YOUR OBJECTIVE
Each record should be set down again so that it matches the original exactly.

BEGIN

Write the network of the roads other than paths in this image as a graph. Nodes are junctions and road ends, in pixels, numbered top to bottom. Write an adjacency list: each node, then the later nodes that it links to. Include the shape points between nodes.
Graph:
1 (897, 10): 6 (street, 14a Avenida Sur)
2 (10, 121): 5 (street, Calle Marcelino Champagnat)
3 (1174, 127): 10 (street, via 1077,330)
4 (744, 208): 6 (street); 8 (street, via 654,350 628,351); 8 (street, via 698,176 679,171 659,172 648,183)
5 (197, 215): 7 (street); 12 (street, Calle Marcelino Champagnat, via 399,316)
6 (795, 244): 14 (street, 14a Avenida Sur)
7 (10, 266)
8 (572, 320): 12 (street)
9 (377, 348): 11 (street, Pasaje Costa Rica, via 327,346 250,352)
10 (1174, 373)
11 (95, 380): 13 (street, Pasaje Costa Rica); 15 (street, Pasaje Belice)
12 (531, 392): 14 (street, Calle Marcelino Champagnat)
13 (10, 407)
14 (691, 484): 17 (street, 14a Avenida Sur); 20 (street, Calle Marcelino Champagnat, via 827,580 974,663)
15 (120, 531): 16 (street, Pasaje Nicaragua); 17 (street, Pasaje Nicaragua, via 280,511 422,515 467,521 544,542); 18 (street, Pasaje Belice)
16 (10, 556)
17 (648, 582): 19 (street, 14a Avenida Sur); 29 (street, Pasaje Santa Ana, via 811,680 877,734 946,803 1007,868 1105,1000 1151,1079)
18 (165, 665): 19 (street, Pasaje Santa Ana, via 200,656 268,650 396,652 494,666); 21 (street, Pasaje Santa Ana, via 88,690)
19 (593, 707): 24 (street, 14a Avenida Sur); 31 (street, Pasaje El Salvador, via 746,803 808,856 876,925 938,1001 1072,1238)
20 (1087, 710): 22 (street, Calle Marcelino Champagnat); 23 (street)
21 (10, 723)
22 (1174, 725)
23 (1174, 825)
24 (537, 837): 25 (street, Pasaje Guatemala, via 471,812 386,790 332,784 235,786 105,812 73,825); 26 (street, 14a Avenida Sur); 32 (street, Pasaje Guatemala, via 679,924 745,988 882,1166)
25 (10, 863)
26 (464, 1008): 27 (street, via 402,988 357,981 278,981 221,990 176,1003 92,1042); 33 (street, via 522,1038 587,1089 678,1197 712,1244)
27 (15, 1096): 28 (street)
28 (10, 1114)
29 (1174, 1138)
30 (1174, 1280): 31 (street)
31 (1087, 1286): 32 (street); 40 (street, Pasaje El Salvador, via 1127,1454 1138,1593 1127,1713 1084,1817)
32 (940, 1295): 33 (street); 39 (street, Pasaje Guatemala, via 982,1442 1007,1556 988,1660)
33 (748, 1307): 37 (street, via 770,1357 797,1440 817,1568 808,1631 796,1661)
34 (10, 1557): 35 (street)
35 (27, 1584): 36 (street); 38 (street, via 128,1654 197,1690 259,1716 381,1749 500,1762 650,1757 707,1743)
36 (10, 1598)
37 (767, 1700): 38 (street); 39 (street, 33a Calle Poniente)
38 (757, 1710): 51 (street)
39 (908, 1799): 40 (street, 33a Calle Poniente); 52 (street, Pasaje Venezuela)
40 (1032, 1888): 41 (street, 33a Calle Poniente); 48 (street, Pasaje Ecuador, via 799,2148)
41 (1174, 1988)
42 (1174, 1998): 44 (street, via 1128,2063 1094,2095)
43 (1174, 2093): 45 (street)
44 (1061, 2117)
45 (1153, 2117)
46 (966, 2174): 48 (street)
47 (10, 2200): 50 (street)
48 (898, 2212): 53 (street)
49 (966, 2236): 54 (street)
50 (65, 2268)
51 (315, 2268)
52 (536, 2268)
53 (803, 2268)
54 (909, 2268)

END

RESULT FOR THIS EXERCISE
Write the network of the roads other than paths in this image as a graph. Nodes are junctions and road ends, in pixels, numbered top to bottom. Write an adjacency list: each node, then the later nodes that it links to. Include the shape points between nodes.
Graph:
1 (897, 10): 6 (street, 14a Avenida Sur)
2 (10, 121): 5 (street, Calle Marcelino Champagnat)
3 (1174, 127): 10 (street, via 1077,330)
4 (744, 208): 6 (street); 8 (street, via 654,350 628,351); 8 (street, via 698,176 679,171 659,172 648,183)
5 (197, 215): 7 (street); 12 (street, Calle Marcelino Champagnat, via 399,316)
6 (795, 244): 14 (street, 14a Avenida Sur)
7 (10, 266)
8 (572, 320): 12 (street)
9 (377, 348): 11 (street, Pasaje Costa Rica, via 327,346 250,352)
10 (1174, 373)
11 (95, 380): 13 (street, Pasaje Costa Rica); 15 (street, Pasaje Belice)
12 (531, 392): 14 (street, Calle Marcelino Champagnat)
13 (10, 407)
14 (691, 484): 17 (street, 14a Avenida Sur); 20 (street, Calle Marcelino Champagnat, via 827,580 974,663)
15 (120, 531): 16 (street, Pasaje Nicaragua); 17 (street, Pasaje Nicaragua, via 280,511 422,515 467,521 544,542); 18 (street, Pasaje Belice)
16 (10, 556)
17 (648, 582): 19 (street, 14a Avenida Sur); 29 (street, Pasaje Santa Ana, via 811,680 877,734 946,803 1007,868 1105,1000 1151,1079)
18 (165, 665): 19 (street, Pasaje Santa Ana, via 200,656 268,650 396,652 494,666); 21 (street, Pasaje Santa Ana, via 88,690)
19 (593, 707): 24 (street, 14a Avenida Sur); 31 (street, Pasaje El Salvador, via 746,803 808,856 876,925 938,1001 1072,1238)
20 (1087, 710): 22 (street, Calle Marcelino Champagnat); 23 (street)
21 (10, 723)
22 (1174, 725)
23 (1174, 825)
24 (537, 837): 25 (street, Pasaje Guatemala, via 471,812 386,790 332,784 235,786 105,812 73,825); 26 (street, 14a Avenida Sur); 32 (street, Pasaje Guatemala, via 679,924 745,988 882,1166)
25 (10, 863)
26 (464, 1008): 27 (street, via 402,988 357,981 278,981 221,990 176,1003 92,1042); 33 (street, via 522,1038 587,1089 678,1197 712,1244)
27 (15, 1096): 28 (street)
28 (10, 1114)
29 (1174, 1138)
30 (1174, 1280): 31 (street)
31 (1087, 1286): 32 (street); 40 (street, Pasaje El Salvador, via 1127,1454 1138,1593 1127,1713 1084,1817)
32 (940, 1295): 33 (street); 39 (street, Pasaje Guatemala, via 982,1442 1007,1556 988,1660)
33 (748, 1307): 37 (street, via 770,1357 797,1440 817,1568 808,1631 796,1661)
34 (10, 1557): 35 (street)
35 (27, 1584): 36 (street); 38 (street, via 128,1654 197,1690 259,1716 381,1749 500,1762 650,1757 707,1743)
36 (10, 1598)
37 (767, 1700): 38 (street); 39 (street, 33a Calle Poniente)
38 (757, 1710): 51 (street)
39 (908, 1799): 40 (street, 33a Calle Poniente); 52 (street, Pasaje Venezuela)
40 (1032, 1888): 41 (street, 33a Calle Poniente); 48 (street, Pasaje Ecuador, via 799,2148)
41 (1174, 1988)
42 (1174, 1998): 44 (street, via 1128,2063 1094,2095)
43 (1174, 2093): 45 (street)
44 (1061, 2117)
45 (1153, 2117)
46 (966, 2174): 48 (street)
47 (10, 2200): 50 (street)
48 (898, 2212): 53 (street)
49 (966, 2236): 54 (street)
50 (65, 2268)
51 (315, 2268)
52 (536, 2268)
53 (803, 2268)
54 (909, 2268)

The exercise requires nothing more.